- [WHAT THE EXERCISE ASKS]: Using the listing below, extract each line that has the word "road" in it.

- [PROVIDED ENTRIES]:
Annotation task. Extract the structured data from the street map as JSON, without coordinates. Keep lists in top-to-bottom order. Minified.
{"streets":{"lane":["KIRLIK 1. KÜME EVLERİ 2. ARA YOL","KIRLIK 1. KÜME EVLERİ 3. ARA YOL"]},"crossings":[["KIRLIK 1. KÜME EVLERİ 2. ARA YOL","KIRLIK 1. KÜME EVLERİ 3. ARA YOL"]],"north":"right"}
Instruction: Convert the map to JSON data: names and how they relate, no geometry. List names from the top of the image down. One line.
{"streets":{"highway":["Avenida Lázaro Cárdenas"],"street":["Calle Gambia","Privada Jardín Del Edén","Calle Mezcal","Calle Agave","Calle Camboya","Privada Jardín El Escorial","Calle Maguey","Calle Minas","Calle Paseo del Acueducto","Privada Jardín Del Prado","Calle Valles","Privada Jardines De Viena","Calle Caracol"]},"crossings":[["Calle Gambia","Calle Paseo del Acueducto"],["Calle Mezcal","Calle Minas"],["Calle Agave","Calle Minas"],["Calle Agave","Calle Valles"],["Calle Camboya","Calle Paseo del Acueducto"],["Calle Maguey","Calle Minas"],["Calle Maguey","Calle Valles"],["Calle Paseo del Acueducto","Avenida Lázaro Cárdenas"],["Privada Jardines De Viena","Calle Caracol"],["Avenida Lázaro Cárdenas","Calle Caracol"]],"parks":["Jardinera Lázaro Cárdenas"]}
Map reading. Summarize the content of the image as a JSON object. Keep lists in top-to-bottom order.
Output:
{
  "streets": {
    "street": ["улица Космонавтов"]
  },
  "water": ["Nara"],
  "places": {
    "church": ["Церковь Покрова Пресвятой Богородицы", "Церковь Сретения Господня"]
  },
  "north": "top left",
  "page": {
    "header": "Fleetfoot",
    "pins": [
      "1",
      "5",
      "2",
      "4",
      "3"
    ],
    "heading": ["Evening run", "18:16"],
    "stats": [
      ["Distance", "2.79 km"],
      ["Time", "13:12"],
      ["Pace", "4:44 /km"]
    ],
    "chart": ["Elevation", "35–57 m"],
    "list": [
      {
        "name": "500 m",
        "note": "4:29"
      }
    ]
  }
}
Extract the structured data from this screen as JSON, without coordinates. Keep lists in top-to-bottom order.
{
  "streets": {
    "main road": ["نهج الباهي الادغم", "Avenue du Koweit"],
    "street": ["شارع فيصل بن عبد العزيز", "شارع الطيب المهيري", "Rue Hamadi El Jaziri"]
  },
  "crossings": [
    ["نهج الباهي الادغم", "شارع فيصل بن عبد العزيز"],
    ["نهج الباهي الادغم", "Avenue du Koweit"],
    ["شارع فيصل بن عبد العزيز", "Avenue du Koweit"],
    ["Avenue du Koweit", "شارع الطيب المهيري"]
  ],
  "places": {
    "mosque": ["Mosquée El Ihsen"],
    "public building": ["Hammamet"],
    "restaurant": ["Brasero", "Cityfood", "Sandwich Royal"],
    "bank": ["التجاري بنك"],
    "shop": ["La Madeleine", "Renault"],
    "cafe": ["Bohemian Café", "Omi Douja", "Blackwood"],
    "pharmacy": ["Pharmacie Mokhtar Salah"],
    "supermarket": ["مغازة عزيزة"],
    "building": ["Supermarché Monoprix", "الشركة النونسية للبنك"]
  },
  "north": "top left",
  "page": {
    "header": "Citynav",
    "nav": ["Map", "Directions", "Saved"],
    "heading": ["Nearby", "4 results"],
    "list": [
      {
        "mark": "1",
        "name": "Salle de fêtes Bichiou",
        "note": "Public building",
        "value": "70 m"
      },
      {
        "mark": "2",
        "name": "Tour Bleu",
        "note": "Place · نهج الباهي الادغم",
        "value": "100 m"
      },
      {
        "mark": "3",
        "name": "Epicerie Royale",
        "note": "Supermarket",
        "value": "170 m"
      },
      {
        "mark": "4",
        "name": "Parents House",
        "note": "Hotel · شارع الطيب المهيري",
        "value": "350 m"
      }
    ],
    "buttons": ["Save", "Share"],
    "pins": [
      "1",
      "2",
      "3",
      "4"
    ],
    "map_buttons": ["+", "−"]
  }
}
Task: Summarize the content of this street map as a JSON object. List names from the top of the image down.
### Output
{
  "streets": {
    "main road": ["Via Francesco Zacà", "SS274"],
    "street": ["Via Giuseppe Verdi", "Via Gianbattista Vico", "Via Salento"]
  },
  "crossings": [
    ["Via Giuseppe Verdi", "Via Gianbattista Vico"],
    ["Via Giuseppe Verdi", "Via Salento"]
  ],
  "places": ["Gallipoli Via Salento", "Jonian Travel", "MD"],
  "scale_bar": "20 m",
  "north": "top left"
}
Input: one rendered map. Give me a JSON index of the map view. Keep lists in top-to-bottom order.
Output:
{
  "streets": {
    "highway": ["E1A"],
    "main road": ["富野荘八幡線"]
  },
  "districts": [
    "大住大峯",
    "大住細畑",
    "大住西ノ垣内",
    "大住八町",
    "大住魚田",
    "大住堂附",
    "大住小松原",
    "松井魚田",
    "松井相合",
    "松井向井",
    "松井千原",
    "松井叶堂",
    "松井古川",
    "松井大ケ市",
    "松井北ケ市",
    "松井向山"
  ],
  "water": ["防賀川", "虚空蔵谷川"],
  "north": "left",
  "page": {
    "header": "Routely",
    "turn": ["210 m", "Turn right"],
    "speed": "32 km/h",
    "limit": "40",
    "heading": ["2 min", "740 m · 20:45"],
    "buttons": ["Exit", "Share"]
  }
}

- [SOLUTION]:
    "main road": ["نهج الباهي الادغم", "Avenue du Koweit"],
    "main road": ["Via Francesco Zacà", "SS274"],
    "main road": ["富野荘八幡線"]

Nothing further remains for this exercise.